We have always been a port city to beat the band. In fact, this whole country has been a great safe harbor in the storm for wave after wave of immigrants. We should be awash in a multitude of languages, but we never quite picked-up on the chance to get the lingo. Mind you, I really do not believe this arose so much from some sort of oppressively suffocating jingoism, imposed by the already established citizen base, as from the determination by the newly arrived to insist their children shed the old country markers, especially the language, and adopt that of the dominant culture. Who could blame them? Assimilation on all fronts was the ticket to upward mobility. Yet, I can't help thinking, "What a shame!"
My maternal grandmother, Eva Bielenberg, managed to retain some German; I have none. My paternal grandmother was English; oh, well, you might say, but I did manage to learn American. And too well do I know that that is not nearly the same as the rich inheritance of a completely distinct intellectual and cultural legacy. I studied Spanish for two years in secondary school, and two semesters in college. But today I have very, very little Spanish. Absent complete immersion or at least a daily dip in or dousing by a new language, becoming fluent in it is very hard woik. As you can see, though, I have a natural affinity for the pleasures of diverse linguistic patterns, as reflected by my undying affection for the Irish Channel neighborhood dialect of my New Orleans roots.
Today, the rising world is coming up and coming at us in the music of many tongues. And while I believe we have been tone deaf for far too long, this should in no way be taken as some sort of hard boiled criticism of this great country. Hardly. I am, in fact, rather hard core red, white, and blue for a raft of reasons, parochial and general. Some of which I would bet my life even our most hard bitten critics would have to bow to. Here I have in mind the fact that this great land of freedom and liberty and fealty to the principle of individual human dignity sacrificed mightily and successfully fought like hell to rescue the world from the scourge of Nazism, Imperialism, and Communism during most of the last century. If it does nothing else worthy of praise in the course of human events, that alone will stand through the ages as testament to a great people.
I believe that the last century indeed deserves the title, "American century." Our energy enlivened almost every crucial area of human societal organization; it was clearly dominant, and, for the most part, undeniably admirable. You can hear it to this day in the American songbook of great standards from the 1940s and 50s, feast on it from the most bountiful tables agriculture has ever produced, and take heart that despotism and tyranny of every form will one day be chased from the face of the earth, as our imperfect but consistently freedom loving voice chastises and challenges both the dauntingly powerful dictatorial regimes in places like China and Russia, as well as the tin-pot potentates of a lesser order.

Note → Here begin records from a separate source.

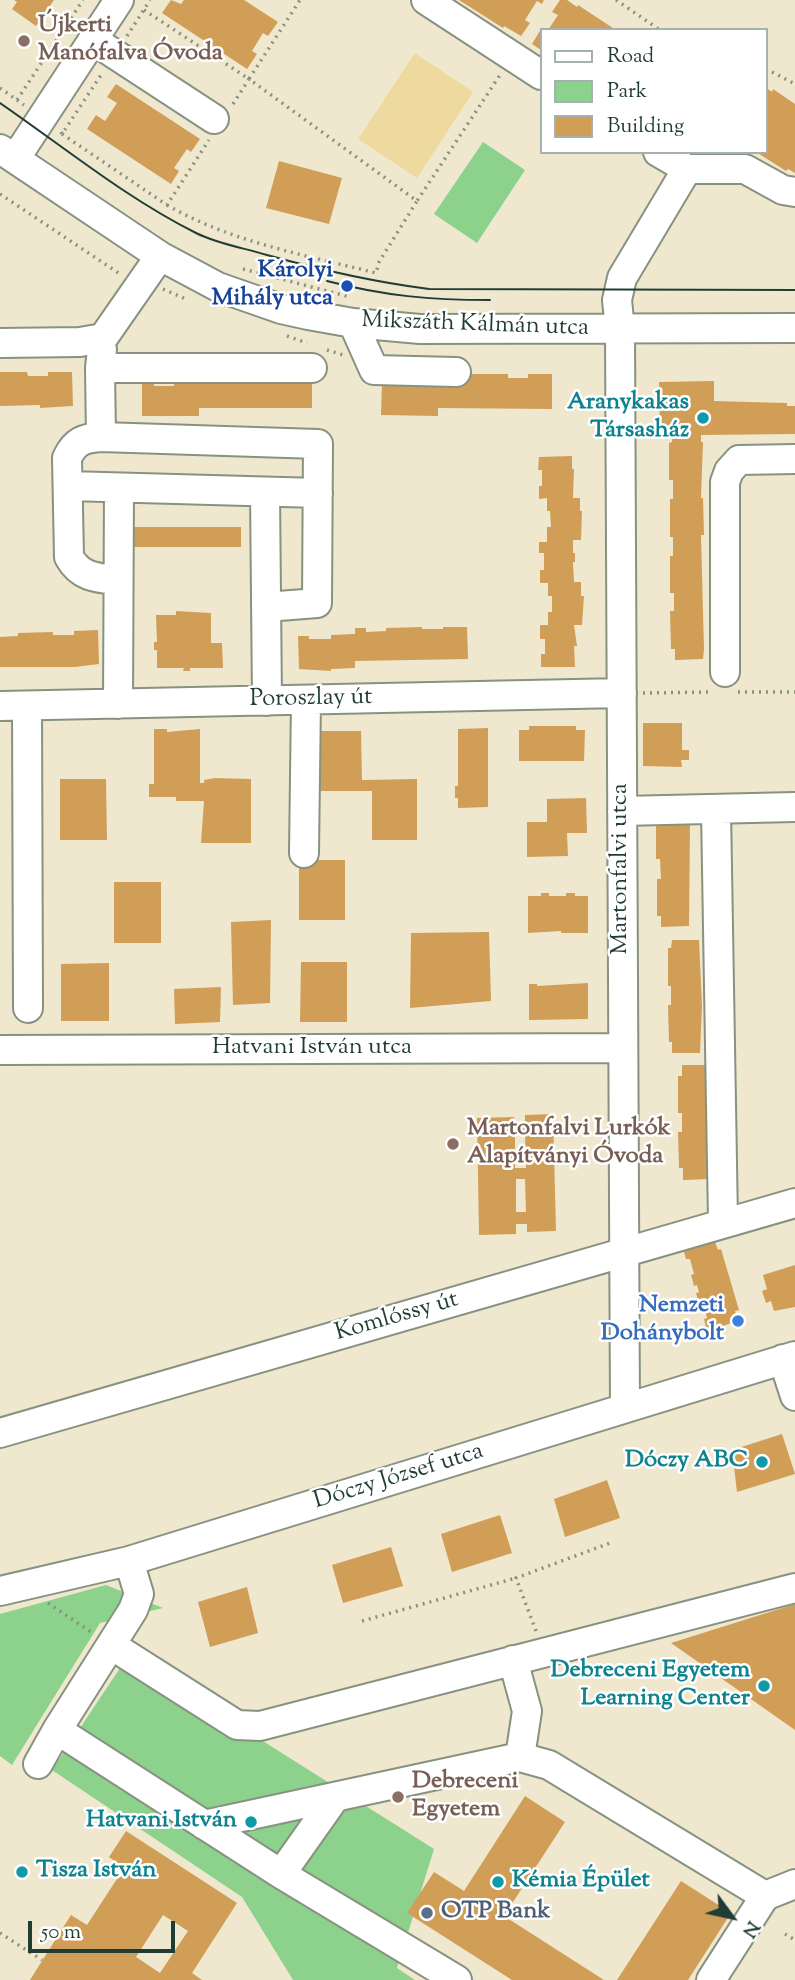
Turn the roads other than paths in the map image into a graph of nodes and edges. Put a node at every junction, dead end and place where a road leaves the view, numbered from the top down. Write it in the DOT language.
graph roads {
  1 [pos="426,0"];
  2 [pos="131,5"];
  3 [pos="93,40"];
  4 [pos="540,74"];
  5 [pos="217,123"];
  6 [pos="8,154"];
  7 [pos="661,154"];
  8 [pos="687,169"];
  9 [pos="795,192"];
  10 [pos="160,257"];
  11 [pos="353,310"];
  12 [pos="795,328"];
  13 [pos="620,330"];
  14 [pos="103,338"];
  15 [pos="0,342"];
  16 [pos="100,368"];
  17 [pos="312,368"];
  18 [pos="456,372"];
  19 [pos="101,437"];
  20 [pos="795,459"];
  21 [pos="68,486"];
  22 [pos="119,488"];
  23 [pos="265,492"];
  24 [pos="318,493"];
  25 [pos="117,580"];
  26 [pos="266,607"];
  27 [pos="723,686"];
  28 [pos="622,693"];
  29 [pos="306,700"];
  30 [pos="267,701"];
  31 [pos="118,704"];
  32 [pos="13,706"];
  33 [pos="795,807"];
  34 [pos="716,809"];
  35 [pos="622,811"];
  36 [pos="304,853"];
  37 [pos="28,1008"];
  38 [pos="623,1048"];
  39 [pos="0,1050"];
  40 [pos="795,1203"];
  41 [pos="723,1222"];
  42 [pos="624,1251"];
  43 [pos="789,1357"];
  44 [pos="795,1395"];
  45 [pos="625,1408"];
  46 [pos="0,1433"];
  47 [pos="130,1561"];
  48 [pos="795,1588"];
  49 [pos="0,1591"];
  50 [pos="111,1645"];
  51 [pos="513,1660"];
  52 [pos="57,1730"];
  53 [pos="520,1757"];
  54 [pos="38,1764"];
  55 [pos="334,1799"];
  56 [pos="204,1825"];
  57 [pos="281,1874"];
  58 [pos="795,1884"];
  59 [pos="765,1896"];
  60 [pos="457,1980"];
  61 [pos="711,1980"];
  1 -- 4 [label="street"];
  2 -- 3 [label="street"];
  3 -- 5 [label="street"];
  3 -- 6 [label="street"];
  6 -- 10 [label="street, Mikszáth Kálmán utca"];
  7 -- 8 [label="street"];
  8 -- 9 [label="street"];
  8 -- 13 [label="street, Martonfalvi utca"];
  10 -- 11 [label="street, Mikszáth Kálmán utca"];
  10 -- 14 [label="street"];
  11 -- 13 [label="street, Mikszáth Kálmán utca"];
  11 -- 18 [label="street"];
  12 -- 13 [label="street, Mikszáth Kálmán utca"];
  13 -- 28 [label="street, Martonfalvi utca"];
  14 -- 15 [label="street"];
  14 -- 16 [label="street"];
  16 -- 17 [label="street"];
  16 -- 19 [label="street"];
  19 -- 21 [label="street"];
  19 -- 24 [label="street"];
  20 -- 27 [label="street"];
  21 -- 22 [label="street"];
  21 -- 25 [label="street"];
  22 -- 23 [label="street"];
  22 -- 25 [label="street"];
  23 -- 24 [label="street"];
  23 -- 26 [label="street"];
  24 -- 26 [label="street"];
  25 -- 31 [label="street"];
  26 -- 30 [label="street"];
  28 -- 29 [label="street, Poroszlay út"];
  28 -- 35 [label="street, Martonfalvi utca"];
  29 -- 30 [label="street, Poroszlay út"];
  29 -- 36 [label="street"];
  30 -- 31 [label="street, Poroszlay út"];
  31 -- 32 [label="street, Poroszlay út"];
  32 -- 37 [label="street"];
  33 -- 34 [label="street"];
  34 -- 35 [label="street"];
  34 -- 41 [label="street"];
  35 -- 38 [label="street, Martonfalvi utca"];
  38 -- 39 [label="street, Hatvani István utca"];
  38 -- 42 [label="street, Martonfalvi utca"];
  40 -- 41 [label="street, Komlóssy út"];
  41 -- 42 [label="street, Komlóssy út"];
  42 -- 45 [label="street, Martonfalvi utca"];
  42 -- 46 [label="street, Komlóssy út"];
  43 -- 44 [label="street"];
  43 -- 45 [label="street, Dóczy József utca"];
  45 -- 47 [label="street, Dóczy József utca"];
  47 -- 49 [label="street, Dóczy József utca"];
  47 -- 50 [label="street"];
  48 -- 51 [label="street"];
  50 -- 51 [label="street"];
  50 -- 52 [label="street"];
  51 -- 53 [label="street"];
  52 -- 54 [label="street"];
  52 -- 56 [label="street"];
  53 -- 55 [label="street"];
  53 -- 59 [label="street"];
  55 -- 56 [label="street"];
  55 -- 57 [label="street"];
  56 -- 57 [label="street"];
  57 -- 60 [label="street"];
  58 -- 59 [label="street"];
  59 -- 61 [label="street"];
}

I also believe we can and will be a light unto the world in the century now unfolding. Two friends I have made while building the new Algiers Regional Library during the last eight months are Ricardo and Carlos, a painter and carpenter, respectively. They are de Honduras. And they have been graciously indulging my rudimentary Espanol, while generously endeavouring to assist me in acquiring a stronger facility. They both are pretty damn proficient in English, and they are determined to pass both Spanish and English on to their children. To which I say, "Salute!"
These sentiments are those of a committed labor advocate. The plutocratic, profit seeking, greed driven approach to the globalization of economic affairs has undermined unions and working standards in this country, as well as driven many desperately poor and dislocated "third world" people to illegally find a way here. The immigrant, legal or illegal, is not your enemy. He and she are you and me, only differently situated. It is up to us to come together to overcome our common enemy. And to tell the truth, in whatever language I can get it across to you, the first enemy is bigoted ignorance.